Problem statement: Set down every entry again exactly as it stands below.

[Stored data entries]

================================

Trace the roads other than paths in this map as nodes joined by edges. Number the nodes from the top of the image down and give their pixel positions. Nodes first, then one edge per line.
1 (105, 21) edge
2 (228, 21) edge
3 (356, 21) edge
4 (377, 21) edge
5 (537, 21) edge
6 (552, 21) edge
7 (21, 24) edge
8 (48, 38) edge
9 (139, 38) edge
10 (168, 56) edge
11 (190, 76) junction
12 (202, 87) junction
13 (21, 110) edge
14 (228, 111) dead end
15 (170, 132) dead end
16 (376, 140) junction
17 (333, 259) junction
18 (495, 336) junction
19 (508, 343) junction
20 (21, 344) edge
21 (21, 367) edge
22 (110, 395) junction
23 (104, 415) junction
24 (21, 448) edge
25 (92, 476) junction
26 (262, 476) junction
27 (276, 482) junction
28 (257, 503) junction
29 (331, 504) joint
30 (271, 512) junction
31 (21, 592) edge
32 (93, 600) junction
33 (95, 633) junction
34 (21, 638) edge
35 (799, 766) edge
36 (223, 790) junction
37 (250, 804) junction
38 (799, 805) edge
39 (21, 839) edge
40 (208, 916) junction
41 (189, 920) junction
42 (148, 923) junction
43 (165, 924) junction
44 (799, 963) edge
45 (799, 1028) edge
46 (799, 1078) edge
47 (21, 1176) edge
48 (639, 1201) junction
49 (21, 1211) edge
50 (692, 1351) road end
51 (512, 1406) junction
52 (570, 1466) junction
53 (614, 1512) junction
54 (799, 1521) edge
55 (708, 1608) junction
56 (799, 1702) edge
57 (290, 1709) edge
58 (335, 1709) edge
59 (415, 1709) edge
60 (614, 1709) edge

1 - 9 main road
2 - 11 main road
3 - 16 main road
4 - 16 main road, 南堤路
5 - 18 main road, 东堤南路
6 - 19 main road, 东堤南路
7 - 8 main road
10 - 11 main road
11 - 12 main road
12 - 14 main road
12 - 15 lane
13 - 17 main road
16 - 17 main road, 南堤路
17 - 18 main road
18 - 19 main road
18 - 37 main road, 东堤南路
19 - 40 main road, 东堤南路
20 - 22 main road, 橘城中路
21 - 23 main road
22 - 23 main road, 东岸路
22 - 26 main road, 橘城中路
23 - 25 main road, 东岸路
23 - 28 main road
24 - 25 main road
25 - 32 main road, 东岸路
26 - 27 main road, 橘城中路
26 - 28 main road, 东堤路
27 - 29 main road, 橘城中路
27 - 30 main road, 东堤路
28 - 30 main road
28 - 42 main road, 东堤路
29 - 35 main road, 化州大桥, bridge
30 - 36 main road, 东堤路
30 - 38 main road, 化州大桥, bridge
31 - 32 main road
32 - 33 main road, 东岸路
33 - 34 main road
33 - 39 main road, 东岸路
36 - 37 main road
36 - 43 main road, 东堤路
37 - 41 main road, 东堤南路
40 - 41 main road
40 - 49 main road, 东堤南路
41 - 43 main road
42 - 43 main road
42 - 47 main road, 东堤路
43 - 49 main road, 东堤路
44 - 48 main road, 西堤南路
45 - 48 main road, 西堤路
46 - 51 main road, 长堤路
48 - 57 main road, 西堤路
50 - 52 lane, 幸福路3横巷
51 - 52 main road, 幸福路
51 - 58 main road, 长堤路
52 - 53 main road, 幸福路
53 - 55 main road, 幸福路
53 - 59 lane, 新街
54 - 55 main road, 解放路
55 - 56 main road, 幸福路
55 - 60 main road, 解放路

================================

Result for this task:
Trace the roads other than paths in this map as nodes joined by edges. Number the nodes from the top of the image down and give their pixel positions. Nodes first, then one edge per line.
1 (105, 21) edge
2 (228, 21) edge
3 (356, 21) edge
4 (377, 21) edge
5 (537, 21) edge
6 (552, 21) edge
7 (21, 24) edge
8 (48, 38) edge
9 (139, 38) edge
10 (168, 56) edge
11 (190, 76) junction
12 (202, 87) junction
13 (21, 110) edge
14 (228, 111) dead end
15 (170, 132) dead end
16 (376, 140) junction
17 (333, 259) junction
18 (495, 336) junction
19 (508, 343) junction
20 (21, 344) edge
21 (21, 367) edge
22 (110, 395) junction
23 (104, 415) junction
24 (21, 448) edge
25 (92, 476) junction
26 (262, 476) junction
27 (276, 482) junction
28 (257, 503) junction
29 (331, 504) joint
30 (271, 512) junction
31 (21, 592) edge
32 (93, 600) junction
33 (95, 633) junction
34 (21, 638) edge
35 (799, 766) edge
36 (223, 790) junction
37 (250, 804) junction
38 (799, 805) edge
39 (21, 839) edge
40 (208, 916) junction
41 (189, 920) junction
42 (148, 923) junction
43 (165, 924) junction
44 (799, 963) edge
45 (799, 1028) edge
46 (799, 1078) edge
47 (21, 1176) edge
48 (639, 1201) junction
49 (21, 1211) edge
50 (692, 1351) road end
51 (512, 1406) junction
52 (570, 1466) junction
53 (614, 1512) junction
54 (799, 1521) edge
55 (708, 1608) junction
56 (799, 1702) edge
57 (290, 1709) edge
58 (335, 1709) edge
59 (415, 1709) edge
60 (614, 1709) edge

1 - 9 main road
2 - 11 main road
3 - 16 main road
4 - 16 main road, 南堤路
5 - 18 main road, 东堤南路
6 - 19 main road, 东堤南路
7 - 8 main road
10 - 11 main road
11 - 12 main road
12 - 14 main road
12 - 15 lane
13 - 17 main road
16 - 17 main road, 南堤路
17 - 18 main road
18 - 19 main road
18 - 37 main road, 东堤南路
19 - 40 main road, 东堤南路
20 - 22 main road, 橘城中路
21 - 23 main road
22 - 23 main road, 东岸路
22 - 26 main road, 橘城中路
23 - 25 main road, 东岸路
23 - 28 main road
24 - 25 main road
25 - 32 main road, 东岸路
26 - 27 main road, 橘城中路
26 - 28 main road, 东堤路
27 - 29 main road, 橘城中路
27 - 30 main road, 东堤路
28 - 30 main road
28 - 42 main road, 东堤路
29 - 35 main road, 化州大桥, bridge
30 - 36 main road, 东堤路
30 - 38 main road, 化州大桥, bridge
31 - 32 main road
32 - 33 main road, 东岸路
33 - 34 main road
33 - 39 main road, 东岸路
36 - 37 main road
36 - 43 main road, 东堤路
37 - 41 main road, 东堤南路
40 - 41 main road
40 - 49 main road, 东堤南路
41 - 43 main road
42 - 43 main road
42 - 47 main road, 东堤路
43 - 49 main road, 东堤路
44 - 48 main road, 西堤南路
45 - 48 main road, 西堤路
46 - 51 main road, 长堤路
48 - 57 main road, 西堤路
50 - 52 lane, 幸福路3横巷
51 - 52 main road, 幸福路
51 - 58 main road, 长堤路
52 - 53 main road, 幸福路
53 - 55 main road, 幸福路
53 - 59 lane, 新街
54 - 55 main road, 解放路
55 - 56 main road, 幸福路
55 - 60 main road, 解放路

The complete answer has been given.